Godwin Turk

No. 56, 55
- Position: Linebacker

Personal information
- Born: October 15, 1950 (age 75) Houston, Texas, U.S.
- Listed height: 6 ft 3 in (1.91 m)
- Listed weight: 230 lb (104 kg)

Career information
- High school: Wheatley (Houston)
- College: Southern
- NFL draft: 1974: 3rd round, 58th overall pick

Career history
- New York Jets (1974–1975); Denver Broncos (1976–1978);

Awards and highlights
- First-team Little All-American (1973);

Career NFL statistics
- Interceptions: 4
- Interception yards: 56
- Fumble recoveries: 3
- Stats at Pro Football Reference

= Godwin Turk =

American football player (born 1950)

Godwin Lee Turk (born October 15, 1950) is an American former professional football player who was a linebacker in the National Football League (NFL). He played college football for the Southern Jaguars. Turk played in the NFL for the New York Jets (1974–1975) and the Denver Broncos (1976–1978).

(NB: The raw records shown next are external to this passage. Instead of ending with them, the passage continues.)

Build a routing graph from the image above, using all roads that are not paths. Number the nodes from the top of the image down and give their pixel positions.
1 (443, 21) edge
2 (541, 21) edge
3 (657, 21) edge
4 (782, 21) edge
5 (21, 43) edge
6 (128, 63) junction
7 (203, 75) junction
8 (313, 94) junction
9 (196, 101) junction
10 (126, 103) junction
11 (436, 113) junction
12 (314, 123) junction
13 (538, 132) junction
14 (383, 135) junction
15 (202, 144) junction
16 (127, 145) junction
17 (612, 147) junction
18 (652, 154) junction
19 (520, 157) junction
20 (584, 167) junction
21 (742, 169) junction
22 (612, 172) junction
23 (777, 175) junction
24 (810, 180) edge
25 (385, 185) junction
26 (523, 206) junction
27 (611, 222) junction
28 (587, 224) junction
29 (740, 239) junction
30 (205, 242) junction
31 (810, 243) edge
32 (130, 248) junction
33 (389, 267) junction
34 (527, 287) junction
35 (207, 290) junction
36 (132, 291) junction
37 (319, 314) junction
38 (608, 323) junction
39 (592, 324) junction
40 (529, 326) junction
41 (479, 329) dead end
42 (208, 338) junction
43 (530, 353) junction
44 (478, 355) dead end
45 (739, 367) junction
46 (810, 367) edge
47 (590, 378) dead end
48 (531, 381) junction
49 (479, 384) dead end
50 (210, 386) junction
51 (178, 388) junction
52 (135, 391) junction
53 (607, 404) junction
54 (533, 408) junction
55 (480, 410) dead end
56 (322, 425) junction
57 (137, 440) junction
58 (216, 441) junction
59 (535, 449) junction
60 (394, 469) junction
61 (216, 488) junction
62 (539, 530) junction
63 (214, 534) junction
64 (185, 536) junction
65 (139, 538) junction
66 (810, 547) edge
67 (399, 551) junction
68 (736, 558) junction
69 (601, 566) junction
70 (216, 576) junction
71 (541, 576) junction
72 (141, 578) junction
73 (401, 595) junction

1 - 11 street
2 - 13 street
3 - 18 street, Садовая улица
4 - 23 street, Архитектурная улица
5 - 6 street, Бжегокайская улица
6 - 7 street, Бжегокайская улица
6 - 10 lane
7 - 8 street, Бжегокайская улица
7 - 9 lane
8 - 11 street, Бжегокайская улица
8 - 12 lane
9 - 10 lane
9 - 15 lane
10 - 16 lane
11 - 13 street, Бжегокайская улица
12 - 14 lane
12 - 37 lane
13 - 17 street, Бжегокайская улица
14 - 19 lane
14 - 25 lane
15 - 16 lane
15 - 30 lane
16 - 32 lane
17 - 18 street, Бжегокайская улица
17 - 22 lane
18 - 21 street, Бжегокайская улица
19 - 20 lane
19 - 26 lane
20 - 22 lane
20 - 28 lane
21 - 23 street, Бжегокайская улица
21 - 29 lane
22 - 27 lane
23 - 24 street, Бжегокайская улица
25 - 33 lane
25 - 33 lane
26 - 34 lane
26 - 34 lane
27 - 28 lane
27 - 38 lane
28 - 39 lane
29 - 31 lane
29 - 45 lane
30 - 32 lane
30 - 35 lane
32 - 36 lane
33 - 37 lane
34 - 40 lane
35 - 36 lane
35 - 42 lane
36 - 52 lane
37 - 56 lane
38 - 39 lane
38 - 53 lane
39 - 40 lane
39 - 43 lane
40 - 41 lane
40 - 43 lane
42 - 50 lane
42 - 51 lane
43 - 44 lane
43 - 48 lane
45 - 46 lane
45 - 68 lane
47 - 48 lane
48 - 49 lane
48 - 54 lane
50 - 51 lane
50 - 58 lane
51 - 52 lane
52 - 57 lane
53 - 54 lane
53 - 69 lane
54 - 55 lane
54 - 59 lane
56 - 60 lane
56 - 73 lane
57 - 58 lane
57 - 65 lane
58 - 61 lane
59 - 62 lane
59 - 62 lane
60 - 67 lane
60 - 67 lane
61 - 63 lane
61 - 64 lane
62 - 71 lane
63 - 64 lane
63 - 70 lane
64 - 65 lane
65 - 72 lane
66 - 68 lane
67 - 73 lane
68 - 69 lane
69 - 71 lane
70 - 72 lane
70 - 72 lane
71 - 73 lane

== High school and college ==
Following graduation from Phillis Wheatley High School in Houston, Texas, Turk first enrolled at the University of California, Berkeley where he played on the football team. He then transferred to Southern University in Baton Rouge, Louisiana where he completed his college football eligibility.

==Professional career==
===New York Jets===
Turk was selected as a linebacker by the New York Jets as the 58th overall pick, the sixth selection in the third round, in the 1974 NFL draft. He had surgery on August 14, 1974, to repair ligament damage to his left shoulder suffered during the 1974 pre-season. The extensive recovery period from the surgery prevented him from playing any regular season games during his rookie year (1974) with the Jets. Turk participated in all 14 games in the 1975 season for the Jets, recording two interceptions. He wore #56 while he was with the Jets and was listed as being 6'3" tall and weighing 230 lbs. Prior to the 1976 NFL season, Turk was traded to the Denver Broncos for pick 129, 17th pick in the 5th round, of the 1977 NFL draft. The player the Jets selected in 1977 with the 129th pick was Gary Gregory, an offensive tackle from Baylor University.

===Denver Broncos===
Turk played for the Denver Broncos from 1976 through 1978. He wore # 55. He was a linebacker who participated mostly on special teams. He was on the Bronco's active roster for 42 games and he was a starter for 5 of those games. He was on the Broncos 1977 American Football Conference Champion's roster when they played the Dallas Cowboys in Super Bowl XII. Turk is infamous for dislocating his own shoulder while over exuberantly spiking the ball in jubilation after recovering a turnover during a regular season home game in Denver.